WHAT YOU NEED TO DO:
Each line from the one containing "ring pip: (1114, 756)" through the final line of the data below must be repeated exactly.

INFORMATION SUPPLIED:
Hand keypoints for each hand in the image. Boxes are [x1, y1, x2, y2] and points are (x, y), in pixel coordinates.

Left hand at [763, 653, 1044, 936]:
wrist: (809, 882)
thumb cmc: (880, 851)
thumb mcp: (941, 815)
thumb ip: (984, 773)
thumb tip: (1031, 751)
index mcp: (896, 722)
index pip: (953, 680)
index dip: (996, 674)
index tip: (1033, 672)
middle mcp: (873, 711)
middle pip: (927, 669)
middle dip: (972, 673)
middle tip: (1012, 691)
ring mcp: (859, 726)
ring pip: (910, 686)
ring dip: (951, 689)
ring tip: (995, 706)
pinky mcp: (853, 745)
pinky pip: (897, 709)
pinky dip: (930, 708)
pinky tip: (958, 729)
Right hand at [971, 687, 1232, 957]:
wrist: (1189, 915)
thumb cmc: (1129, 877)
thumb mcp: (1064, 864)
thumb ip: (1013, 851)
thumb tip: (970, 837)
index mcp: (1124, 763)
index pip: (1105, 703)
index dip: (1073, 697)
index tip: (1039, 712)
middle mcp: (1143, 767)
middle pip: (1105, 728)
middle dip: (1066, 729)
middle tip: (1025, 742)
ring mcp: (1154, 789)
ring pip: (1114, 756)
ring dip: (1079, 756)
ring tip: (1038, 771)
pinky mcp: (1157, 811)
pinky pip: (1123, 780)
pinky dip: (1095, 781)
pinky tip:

SOLUTION TO THE EXERCISE:
ring pip: (1114, 756)
ring dip: (1079, 756)
ring tip: (1038, 771)
pinky mcp: (1157, 811)
pinky pip: (1123, 780)
pinky dip: (1095, 781)
pinky tip:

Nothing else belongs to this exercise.